▶ **Exercise aim**
All lines from the one holding "What data does" down to the last line of the entries are to be reproduced exactly, with no other lines.

▶ **Data extract**

##########

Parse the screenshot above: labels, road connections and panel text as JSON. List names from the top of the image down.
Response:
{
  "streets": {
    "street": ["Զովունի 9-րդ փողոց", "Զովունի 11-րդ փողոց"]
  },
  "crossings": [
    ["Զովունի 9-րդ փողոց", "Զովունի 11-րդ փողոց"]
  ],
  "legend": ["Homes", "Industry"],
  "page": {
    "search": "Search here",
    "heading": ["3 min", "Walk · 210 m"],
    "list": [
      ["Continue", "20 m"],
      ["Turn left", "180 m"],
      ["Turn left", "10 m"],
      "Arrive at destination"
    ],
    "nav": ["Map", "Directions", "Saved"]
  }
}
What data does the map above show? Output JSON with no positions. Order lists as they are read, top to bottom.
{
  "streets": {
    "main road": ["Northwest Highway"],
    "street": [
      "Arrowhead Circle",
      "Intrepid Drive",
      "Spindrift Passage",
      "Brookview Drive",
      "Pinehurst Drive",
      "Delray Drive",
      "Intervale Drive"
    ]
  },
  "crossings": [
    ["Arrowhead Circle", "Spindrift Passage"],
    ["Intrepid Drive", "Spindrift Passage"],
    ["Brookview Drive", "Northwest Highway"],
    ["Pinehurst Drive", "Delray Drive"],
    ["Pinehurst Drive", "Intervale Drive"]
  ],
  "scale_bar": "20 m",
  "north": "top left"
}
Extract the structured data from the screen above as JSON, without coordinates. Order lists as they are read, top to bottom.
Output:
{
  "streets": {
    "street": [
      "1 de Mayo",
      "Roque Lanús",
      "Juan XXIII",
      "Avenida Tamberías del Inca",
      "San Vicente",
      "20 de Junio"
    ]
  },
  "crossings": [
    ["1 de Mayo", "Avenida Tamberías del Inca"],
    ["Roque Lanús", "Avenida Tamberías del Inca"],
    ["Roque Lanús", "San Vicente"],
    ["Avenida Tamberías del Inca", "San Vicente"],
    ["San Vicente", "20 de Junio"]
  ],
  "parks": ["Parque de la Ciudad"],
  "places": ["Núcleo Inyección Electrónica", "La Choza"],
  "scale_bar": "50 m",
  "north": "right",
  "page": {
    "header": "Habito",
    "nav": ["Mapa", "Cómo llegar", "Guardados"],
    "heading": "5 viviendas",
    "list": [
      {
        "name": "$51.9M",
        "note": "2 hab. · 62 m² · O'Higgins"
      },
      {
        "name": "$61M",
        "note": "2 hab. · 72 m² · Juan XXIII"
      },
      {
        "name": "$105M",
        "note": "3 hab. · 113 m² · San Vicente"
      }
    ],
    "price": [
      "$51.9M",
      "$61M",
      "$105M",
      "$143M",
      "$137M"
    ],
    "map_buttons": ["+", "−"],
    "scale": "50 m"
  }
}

##########

▶ **Result of this exercise**
What data does the map above show? Output JSON with no positions. Order lists as they are read, top to bottom.
{
  "streets": {
    "main road": ["Northwest Highway"],
    "street": [
      "Arrowhead Circle",
      "Intrepid Drive",
      "Spindrift Passage",
      "Brookview Drive",
      "Pinehurst Drive",
      "Delray Drive",
      "Intervale Drive"
    ]
  },
  "crossings": [
    ["Arrowhead Circle", "Spindrift Passage"],
    ["Intrepid Drive", "Spindrift Passage"],
    ["Brookview Drive", "Northwest Highway"],
    ["Pinehurst Drive", "Delray Drive"],
    ["Pinehurst Drive", "Intervale Drive"]
  ],
  "scale_bar": "20 m",
  "north": "top left"
}
Extract the structured data from the screen above as JSON, without coordinates. Order lists as they are read, top to bottom.
Output:
{
  "streets": {
    "street": [
      "1 de Mayo",
      "Roque Lanús",
      "Juan XXIII",
      "Avenida Tamberías del Inca",
      "San Vicente",
      "20 de Junio"
    ]
  },
  "crossings": [
    ["1 de Mayo", "Avenida Tamberías del Inca"],
    ["Roque Lanús", "Avenida Tamberías del Inca"],
    ["Roque Lanús", "San Vicente"],
    ["Avenida Tamberías del Inca", "San Vicente"],
    ["San Vicente", "20 de Junio"]
  ],
  "parks": ["Parque de la Ciudad"],
  "places": ["Núcleo Inyección Electrónica", "La Choza"],
  "scale_bar": "50 m",
  "north": "right",
  "page": {
    "header": "Habito",
    "nav": ["Mapa", "Cómo llegar", "Guardados"],
    "heading": "5 viviendas",
    "list": [
      {
        "name": "$51.9M",
        "note": "2 hab. · 62 m² · O'Higgins"
      },
      {
        "name": "$61M",
        "note": "2 hab. · 72 m² · Juan XXIII"
      },
      {
        "name": "$105M",
        "note": "3 hab. · 113 m² · San Vicente"
      }
    ],
    "price": [
      "$51.9M",
      "$61M",
      "$105M",
      "$143M",
      "$137M"
    ],
    "map_buttons": ["+", "−"],
    "scale": "50 m"
  }
}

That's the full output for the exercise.